Catherine McKenna

G7: David Suzuki réclame la démission de McKenna

HALIFAX — La ministre canadienne de l’Environnement, Catherine McKenna, a accueilli ses homologues du G7 mercredi à Halifax, en leur demandant de faire plus pour combattre les changements climatiques. Pendant ce temps, l’éminent environnementaliste David Suzuki réclamait sa démission en raison du soutien du gouvernement Trudeau aux combustibles fossiles.

La ministre McKenna a donc ouvert la rencontre en racontant avoir rencontré des Inuits de l’Arctique qui craignent de défoncer la glace trop mince lorsqu’ils chassent le phoque. Elle a expliqué que les habitants du Nord attendaient impatiemment que les leaders nationaux prennent les mesures nécessaires pour combattre le réchauffement de la planète.

Les ministres du G7 des Océans et de l’Énergie assistent également à la rencontre. En plus des changements climatiques, ils discuteront de la pollution des océans par le plastique, de la pêche illégale et de l’énergie propre.

Mme McKenna a déclaré qu’il était important de renforcer les règles dès cette année pour s’assurer que les objectifs de réduction des émissions de gaz à effet de serre fixés dans l’accord de Paris sur le climat soient respectés.

Alors qu’elle prononçait son discours, sa démission était réclamée par David Suzuki dans un article publié mercredi par La Presse.

Si elle pense réellement ce qu’elle dit, Catherine McKenna devrait démissionner «au lieu de faire l’apologie du gouvernement», affirme David Suzuki sur le site internet du média montréalais. M. Suzuki a estimé que le Canada manquait de crédibilité en matière de changement climatique, le gouvernement libéral soutenant la construction d’un oléoduc vers la côte de la Colombie-Britannique afin de transporter le pétrole de l’Alberta.

«On a un premier ministre qui a signé (l’accord de Paris sur le climat), qui a dit: «Nous sommes de retour», et nous l’avons tous louangé (...), puis il approuve des oléoducs! Qu’est-ce que c’est que ça?», selon les propos rapportés par «La Presse».

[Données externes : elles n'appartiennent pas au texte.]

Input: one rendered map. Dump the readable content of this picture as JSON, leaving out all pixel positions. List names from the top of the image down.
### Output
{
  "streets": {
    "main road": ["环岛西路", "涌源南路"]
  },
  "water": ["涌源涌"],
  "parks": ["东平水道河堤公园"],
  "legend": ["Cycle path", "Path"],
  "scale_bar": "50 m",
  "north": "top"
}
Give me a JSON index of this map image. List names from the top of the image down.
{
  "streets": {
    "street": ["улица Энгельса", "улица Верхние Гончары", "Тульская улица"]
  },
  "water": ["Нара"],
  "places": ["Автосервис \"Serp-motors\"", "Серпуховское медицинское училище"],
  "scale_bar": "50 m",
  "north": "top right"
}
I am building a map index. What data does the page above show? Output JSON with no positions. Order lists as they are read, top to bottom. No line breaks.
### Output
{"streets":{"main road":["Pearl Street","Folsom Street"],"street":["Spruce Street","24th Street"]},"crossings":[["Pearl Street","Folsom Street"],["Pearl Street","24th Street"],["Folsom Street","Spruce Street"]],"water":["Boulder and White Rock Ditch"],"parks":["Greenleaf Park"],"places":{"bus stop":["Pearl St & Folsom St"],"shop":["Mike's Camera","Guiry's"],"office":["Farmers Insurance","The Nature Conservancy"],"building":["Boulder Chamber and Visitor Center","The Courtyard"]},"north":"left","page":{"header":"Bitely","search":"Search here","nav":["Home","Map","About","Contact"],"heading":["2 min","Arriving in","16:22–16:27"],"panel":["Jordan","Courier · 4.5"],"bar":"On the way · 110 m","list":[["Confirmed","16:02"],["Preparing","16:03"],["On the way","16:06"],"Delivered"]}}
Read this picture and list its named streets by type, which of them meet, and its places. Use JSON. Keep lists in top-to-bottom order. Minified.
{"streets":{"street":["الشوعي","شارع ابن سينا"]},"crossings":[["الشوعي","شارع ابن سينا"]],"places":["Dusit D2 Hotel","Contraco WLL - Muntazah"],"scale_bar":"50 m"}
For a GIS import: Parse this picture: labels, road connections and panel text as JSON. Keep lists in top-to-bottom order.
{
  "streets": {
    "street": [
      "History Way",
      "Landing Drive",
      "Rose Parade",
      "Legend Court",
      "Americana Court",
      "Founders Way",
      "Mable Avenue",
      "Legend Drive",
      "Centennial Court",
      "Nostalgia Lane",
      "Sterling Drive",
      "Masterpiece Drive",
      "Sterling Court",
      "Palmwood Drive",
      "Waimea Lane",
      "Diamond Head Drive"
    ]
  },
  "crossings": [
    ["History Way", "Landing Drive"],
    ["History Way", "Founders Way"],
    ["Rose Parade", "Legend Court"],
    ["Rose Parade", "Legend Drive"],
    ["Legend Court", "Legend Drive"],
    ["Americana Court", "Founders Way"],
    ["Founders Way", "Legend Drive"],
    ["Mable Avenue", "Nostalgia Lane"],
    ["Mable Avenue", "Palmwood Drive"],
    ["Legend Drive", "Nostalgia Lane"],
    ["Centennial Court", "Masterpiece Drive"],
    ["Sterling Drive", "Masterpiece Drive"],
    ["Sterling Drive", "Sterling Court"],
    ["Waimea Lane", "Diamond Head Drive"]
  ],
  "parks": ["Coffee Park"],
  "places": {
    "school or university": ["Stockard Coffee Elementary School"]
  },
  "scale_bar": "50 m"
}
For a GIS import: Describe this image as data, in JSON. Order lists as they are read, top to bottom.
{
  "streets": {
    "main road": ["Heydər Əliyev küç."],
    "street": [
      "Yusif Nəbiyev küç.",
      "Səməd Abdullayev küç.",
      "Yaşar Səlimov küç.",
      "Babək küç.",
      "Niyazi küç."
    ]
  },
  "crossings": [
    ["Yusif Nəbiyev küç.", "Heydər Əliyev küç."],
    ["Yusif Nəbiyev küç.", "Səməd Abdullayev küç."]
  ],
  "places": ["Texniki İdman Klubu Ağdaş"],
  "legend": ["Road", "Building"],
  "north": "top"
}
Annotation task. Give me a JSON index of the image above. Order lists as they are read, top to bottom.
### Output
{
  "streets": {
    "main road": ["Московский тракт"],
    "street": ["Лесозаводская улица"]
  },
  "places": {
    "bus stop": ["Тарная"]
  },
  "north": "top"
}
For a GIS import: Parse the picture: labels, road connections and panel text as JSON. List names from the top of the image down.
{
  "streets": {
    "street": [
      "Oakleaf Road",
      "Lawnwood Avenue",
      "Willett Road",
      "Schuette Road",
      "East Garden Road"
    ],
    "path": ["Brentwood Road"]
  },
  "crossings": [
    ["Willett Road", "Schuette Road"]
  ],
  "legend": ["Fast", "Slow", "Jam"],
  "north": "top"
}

La vérité, selon le docteur Suzuki, est que «nous ne sommes pas sérieusement engagés à respecter l’accord de Paris» et que les libéraux ont trompé les Canadiens sur leurs véritables intentions en matière d’environnement.

Suivre l’exemple de Nicolas Hulot

L’environnementaliste a estimé que la ministre McKenna devrait suivre l’exemple de Nicolas Hulot, qui a démissionné le mois dernier en tant que ministre de la Transition écologique en France.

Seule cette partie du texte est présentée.